• **Task brief**
Write out every line from the listing below where the string "bridge" is found.

......

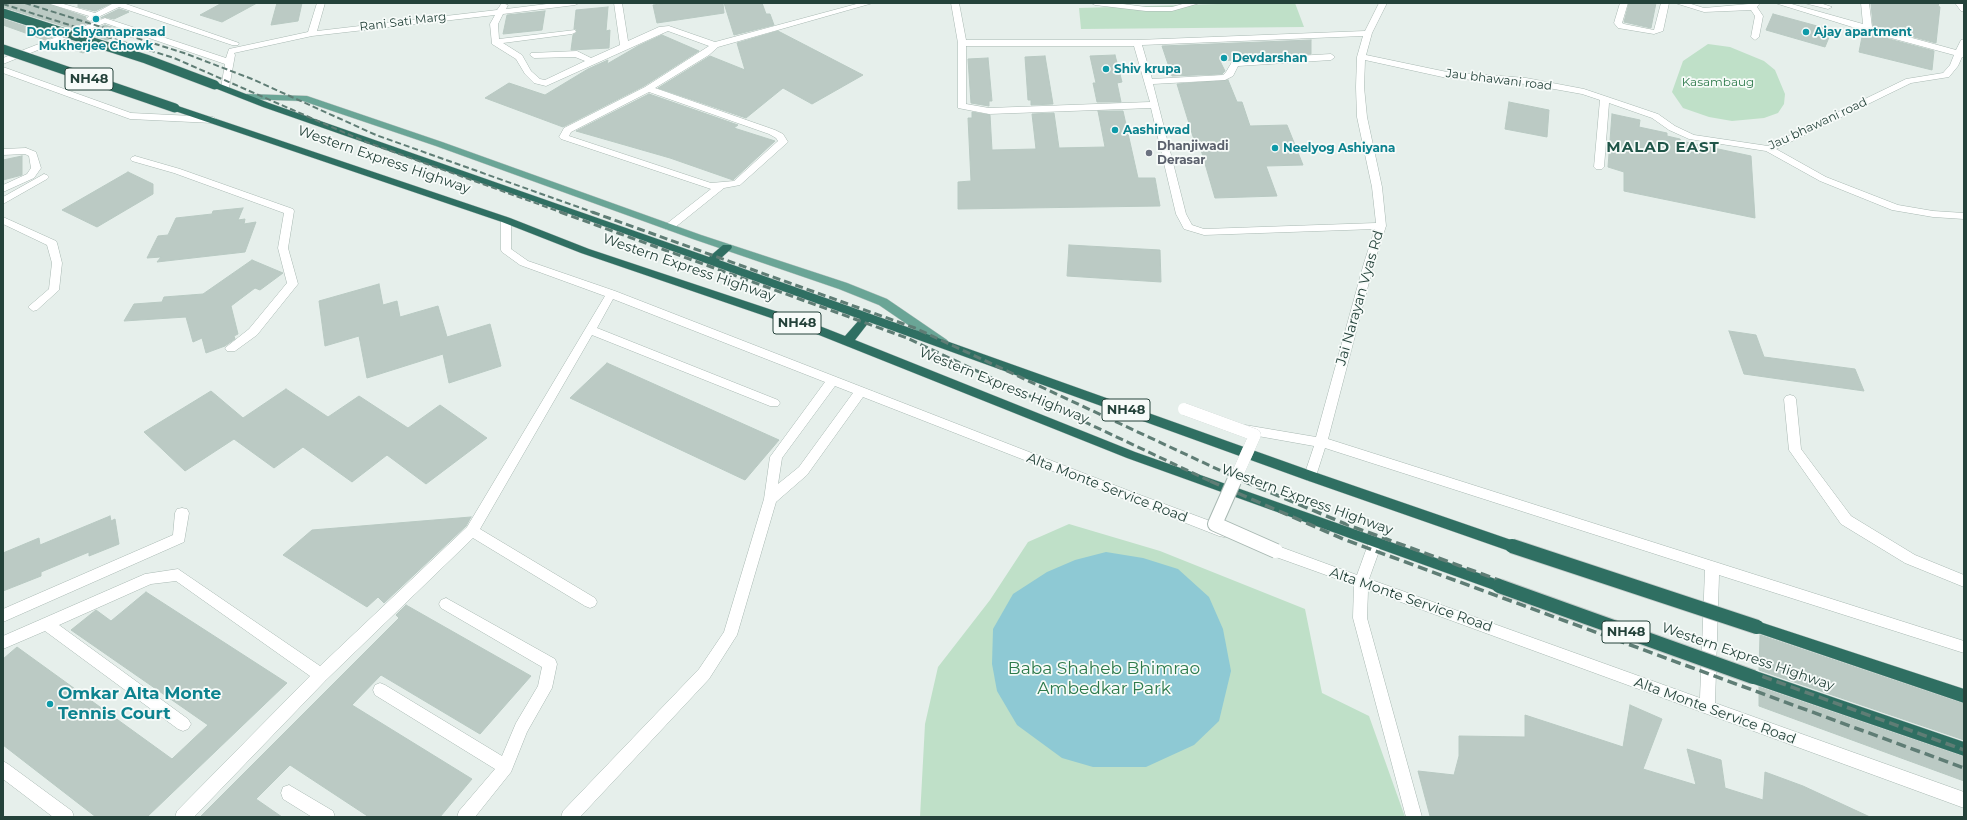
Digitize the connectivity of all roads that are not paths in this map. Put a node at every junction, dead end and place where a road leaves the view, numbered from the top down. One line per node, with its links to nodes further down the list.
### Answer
1 (51, 3): 26 (street)
2 (80, 3): 24 (street)
3 (321, 3): 30 (street)
4 (575, 3): 22 (street, Rani Sati Marg)
5 (618, 3): 39 (street)
6 (869, 3): 38 (street)
7 (955, 3): 37 (street)
8 (1095, 3): 9 (street)
9 (1196, 3)
10 (1383, 3): 32 (street, Jai Narayan Vyas Rd)
11 (1623, 3): 12 (street)
12 (1665, 3)
13 (1679, 3): 20 (street)
14 (1778, 3): 28 (street)
15 (1808, 3): 21 (street)
16 (1865, 3): 29 (street)
17 (1959, 3): 23 (street)
18 (117, 4): 24 (street); 40 (street)
19 (483, 5): 27 (street, Rani Sati Marg)
20 (1755, 5): 33 (street)
21 (1828, 5): 28 (street)
22 (503, 7): 27 (street, Rani Sati Marg); 34 (street)
23 (1964, 9)
24 (106, 11): 26 (street)
25 (3, 13): 52 (highway, NH48, bridge)
26 (96, 16): 43 (street)
27 (429, 16): 30 (street, Rani Sati Marg)
28 (1827, 17): 29 (street)
29 (1868, 29): 42 (street)
30 (313, 30): 40 (street, Rani Sati Marg)
31 (572, 32): 34 (street)
32 (1368, 33): 35 (street); 45 (street, Jai Narayan Vyas Rd)
33 (1754, 38)
34 (495, 42): 49 (street)
35 (1137, 42): 37 (street); 51 (street)
36 (1964, 42): 42 (street)
37 (962, 43): 56 (street)
38 (715, 45): 39 (street); 53 (street)
39 (624, 46): 49 (street)
40 (234, 47): 48 (street)
41 (3, 49): 57 (highway, NH48, bridge)
42 (1961, 54): 58 (street, Jau bhawani road)
43 (3, 55)
44 (534, 55): 49 (street)
45 (1361, 57): 55 (street, Jau bhawani road); 69 (street, Jai Narayan Vyas Rd)
46 (1331, 58): 51 (street)
47 (3, 60): 48 (street)
48 (228, 62): 52 (street)
49 (592, 62)
50 (3, 70): 57 (street)
51 (1148, 82): 56 (street)
52 (225, 88): 54 (highway, Western Express Highway / NH48)
53 (648, 89): 63 (street); 63 (street)
54 (247, 97): 70 (main road); 72 (highway, Western Express Highway / NH48)
55 (1606, 100): 58 (street, Jau bhawani road); 61 (street)
56 (1155, 105): 69 (street)
57 (213, 120): 68 (highway, Western Express Highway / NH48)
58 (1769, 149): 66 (street)
59 (3, 152): 64 (street)
60 (134, 159): 79 (street)
61 (1599, 167)
62 (44, 177): 65 (street)
63 (721, 186): 70 (street)
64 (3, 189)
65 (3, 201)
66 (1964, 216)
67 (3, 220): 74 (street)
68 (506, 220): 73 (street, Alta Monte Service Road); 77 (highway, Western Express Highway / NH48)
69 (1381, 226): 86 (street, Jai Narayan Vyas Rd)
70 (669, 227): 71 (main road)
71 (727, 247): 72 (highway); 78 (main road)
72 (711, 261): 75 (highway, Western Express Highway / NH48)
73 (611, 294): 76 (street); 80 (street, Alta Monte Service Road)
74 (33, 307)
75 (867, 317): 77 (highway); 78 (highway, Western Express Highway / NH48)
76 (590, 330): 83 (street); 90 (street)
77 (847, 342): 91 (highway, Western Express Highway / NH48)
78 (943, 343): 87 (highway, Western Express Highway / NH48)
79 (231, 348)
80 (832, 381): 81 (street, Alta Monte Service Road); 88 (street)
81 (860, 392): 88 (street); 92 (street, Alta Monte Service Road)
82 (1790, 399): 94 (street)
83 (774, 403)
84 (1184, 409): 85 (street, bridge)
85 (1238, 429): 86 (street); 92 (street, bridge)
86 (1321, 442): 87 (street, Jai Narayan Vyas Rd); 93 (street)
87 (1310, 476): 104 (highway, Western Express Highway / NH48, bridge)
88 (770, 499): 116 (street)
89 (182, 513): 98 (street)
90 (472, 531): 96 (street); 102 (street)
91 (1375, 543): 95 (street); 107 (highway, Western Express Highway / NH48, bridge)
92 (1276, 551): 95 (street, Alta Monte Service Road)
93 (1712, 566): 101 (street); 105 (street)
94 (1964, 581)
95 (1361, 583): 105 (street, Alta Monte Service Road); 117 (street)
96 (590, 602)
97 (446, 604): 108 (street)
98 (3, 616)
99 (47, 624): 100 (street); 102 (street); 106 (street)
100 (3, 643)
101 (1964, 647)
102 (322, 675): 113 (street)
103 (380, 690): 108 (street)
104 (1964, 696)
105 (1707, 708): 111 (street, Alta Monte Service Road)
106 (183, 724)
107 (1964, 749)
108 (506, 767): 115 (street)
109 (3, 769): 112 (street)
110 (289, 792): 114 (street)
111 (1964, 800)
112 (66, 817)
113 (183, 817)
114 (327, 817)
115 (465, 817)
116 (569, 817)
117 (1414, 817)

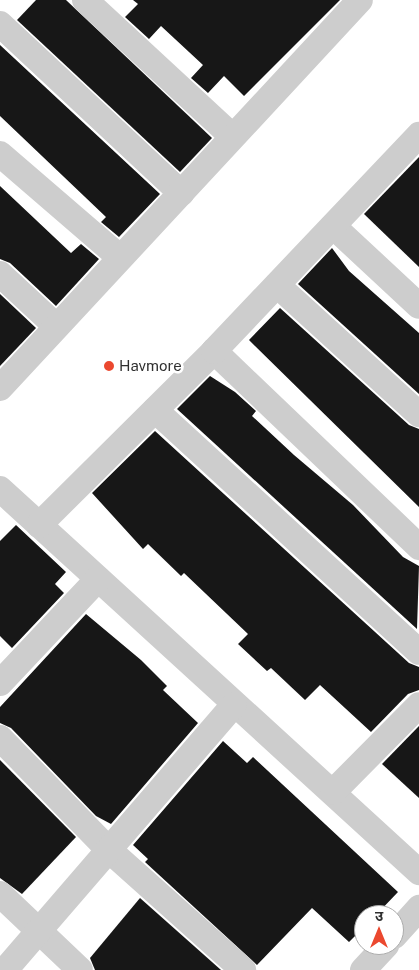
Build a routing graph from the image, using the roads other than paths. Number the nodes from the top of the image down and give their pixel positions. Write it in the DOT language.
graph roads {
  1 [pos="85,0"];
  2 [pos="360,0"];
  3 [pos="0,24"];
  4 [pos="419,135"];
  5 [pos="232,136"];
  6 [pos="0,154"];
  7 [pos="181,193"];
  8 [pos="333,226"];
  9 [pos="118,256"];
  10 [pos="0,274"];
  11 [pos="277,285"];
  12 [pos="419,306"];
  13 [pos="56,326"];
  14 [pos="214,351"];
  15 [pos="0,388"];
  16 [pos="154,410"];
  17 [pos="419,414"];
  18 [pos="2,494"];
  19 [pos="38,525"];
  20 [pos="419,547"];
  21 [pos="98,579"];
  22 [pos="419,652"];
  23 [pos="0,683"];
  24 [pos="234,705"];
  25 [pos="419,705"];
  26 [pos="0,738"];
  27 [pos="333,792"];
  28 [pos="109,850"];
  29 [pos="419,872"];
  30 [pos="0,894"];
  31 [pos="419,908"];
  32 [pos="404,925"];
  33 [pos="40,930"];
  34 [pos="377,955"];
  35 [pos="5,970"];
  36 [pos="80,970"];
  37 [pos="243,970"];
  38 [pos="364,970"];
  1 -- 5 [label="street"];
  2 -- 5 [label="street"];
  3 -- 7 [label="street"];
  4 -- 8 [label="street"];
  5 -- 7 [label="street"];
  6 -- 9 [label="street"];
  7 -- 9 [label="street"];
  8 -- 11 [label="street"];
  8 -- 12 [label="street"];
  9 -- 13 [label="street"];
  10 -- 13 [label="street"];
  11 -- 14 [label="street"];
  11 -- 17 [label="street"];
  13 -- 15 [label="street"];
  14 -- 16 [label="street"];
  14 -- 20 [label="street"];
  16 -- 19 [label="street"];
  16 -- 22 [label="street"];
  18 -- 19 [label="street"];
  19 -- 21 [label="street"];
  21 -- 23 [label="street"];
  21 -- 24 [label="street"];
  24 -- 27 [label="street"];
  24 -- 28 [label="street"];
  25 -- 27 [label="street"];
  26 -- 28 [label="street"];
  27 -- 29 [label="street"];
  28 -- 33 [label="street"];
  28 -- 37 [label="street"];
  30 -- 33 [label="street"];
  31 -- 32 [label="street"];
  33 -- 35 [label="street"];
  33 -- 36 [label="street"];
  34 -- 38 [label="street"];
}
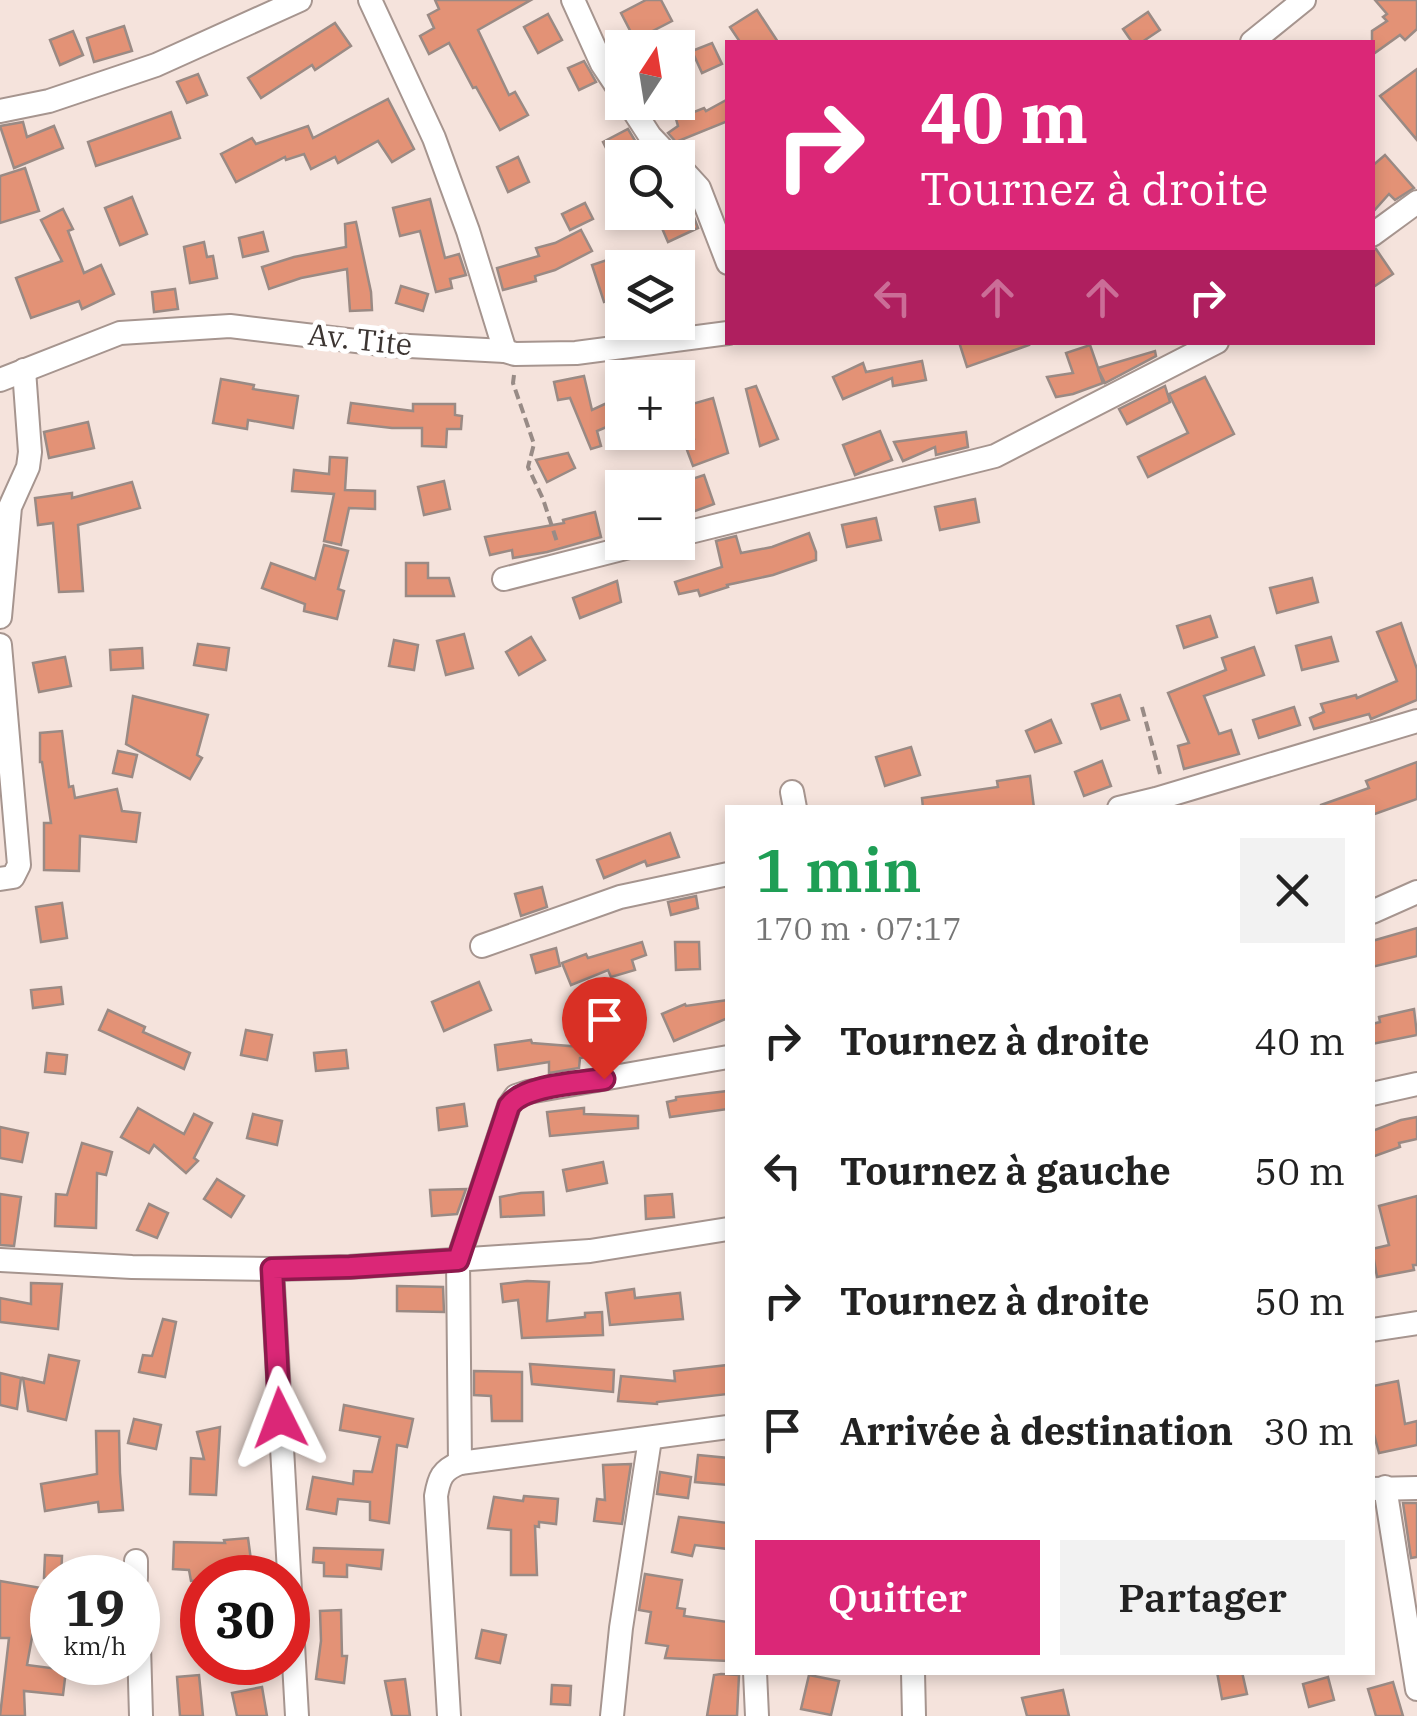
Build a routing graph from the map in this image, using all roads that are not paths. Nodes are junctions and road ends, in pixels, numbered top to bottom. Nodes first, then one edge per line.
1 (300, 0) edge
2 (370, 0) edge
3 (573, 0) edge
4 (1304, 0) edge
5 (1254, 40) edge
6 (605, 68) edge
7 (0, 111) edge
8 (695, 184) edge
9 (1417, 202) edge
10 (1375, 232) edge
11 (725, 255) edge
12 (725, 333) edge
13 (1211, 345) edge
14 (510, 353) junction
15 (24, 370) junction
16 (0, 380) edge
17 (695, 531) edge
18 (605, 553) edge
19 (504, 579) dead end
20 (0, 617) edge
21 (0, 645) edge
22 (1417, 722) edge
23 (1131, 805) edge
24 (725, 875) edge
25 (0, 879) edge
26 (1417, 892) edge
27 (1375, 911) edge
28 (482, 946) dead end
29 (725, 1058) edge
30 (1417, 1084) edge
31 (1375, 1093) edge
32 (725, 1229) edge
33 (0, 1260) edge
34 (458, 1260) junction
35 (272, 1269) junction
36 (1417, 1324) edge
37 (1375, 1330) edge
38 (725, 1427) edge
39 (650, 1439) junction
40 (460, 1463) junction
41 (1379, 1488) edge
42 (1417, 1488) edge
43 (755, 1675) edge
44 (913, 1675) edge
45 (140, 1685) edge
46 (1417, 1690) edge
47 (141, 1716) edge
48 (297, 1716) edge
49 (449, 1716) edge
50 (612, 1716) edge
51 (757, 1716) edge
52 (914, 1716) edge

1 - 7 street
2 - 14 street
3 - 6 street
4 - 5 street
8 - 11 street
9 - 10 street
12 - 14 street, Av. Tite
13 - 17 street
14 - 15 street, Av. Tite
15 - 16 street, Av. Tite
15 - 20 street
18 - 19 street
21 - 25 street
22 - 23 street
24 - 28 street
26 - 27 street
29 - 34 street
30 - 31 street
32 - 34 street
33 - 35 street
34 - 35 street
34 - 40 street
35 - 48 street
36 - 37 street
38 - 39 street
39 - 40 street
39 - 50 street
40 - 49 street
41 - 42 street
41 - 46 street
43 - 51 street
44 - 52 street
45 - 47 street

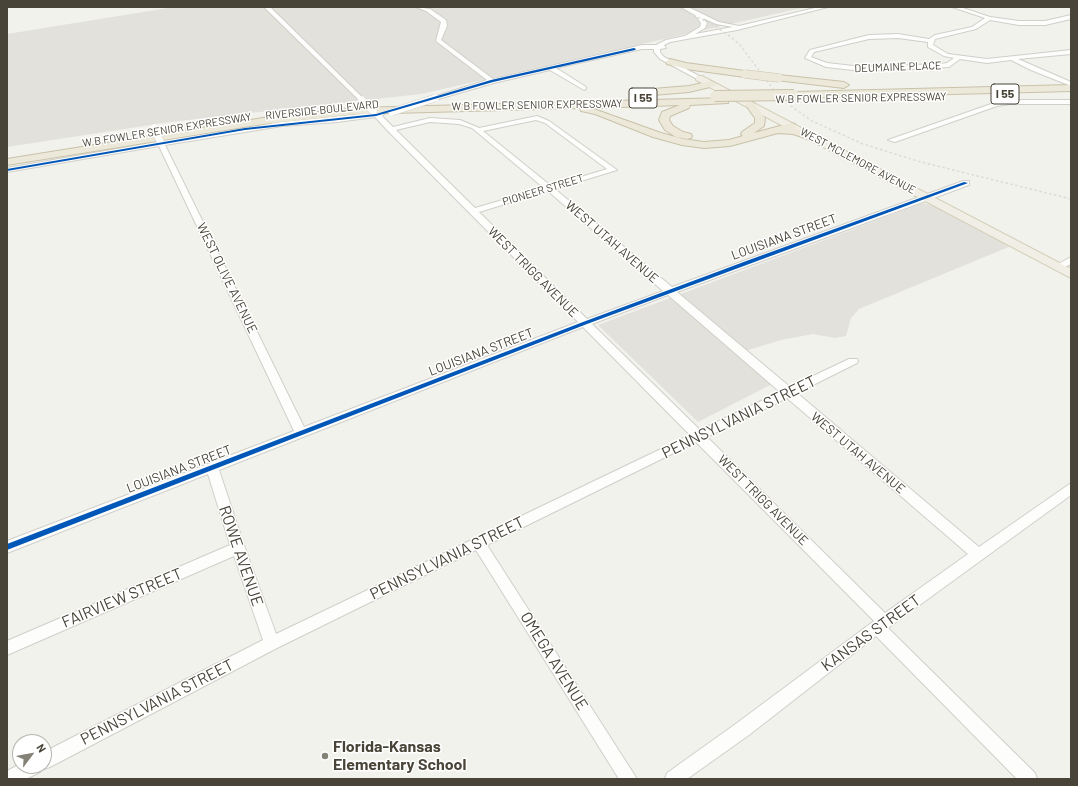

......

• **Solution for this exercise**
25 (3, 13): 52 (highway, NH48, bridge)
41 (3, 49): 57 (highway, NH48, bridge)
84 (1184, 409): 85 (street, bridge)
85 (1238, 429): 86 (street); 92 (street, bridge)
87 (1310, 476): 104 (highway, Western Express Highway / NH48, bridge)
91 (1375, 543): 95 (street); 107 (highway, Western Express Highway / NH48, bridge)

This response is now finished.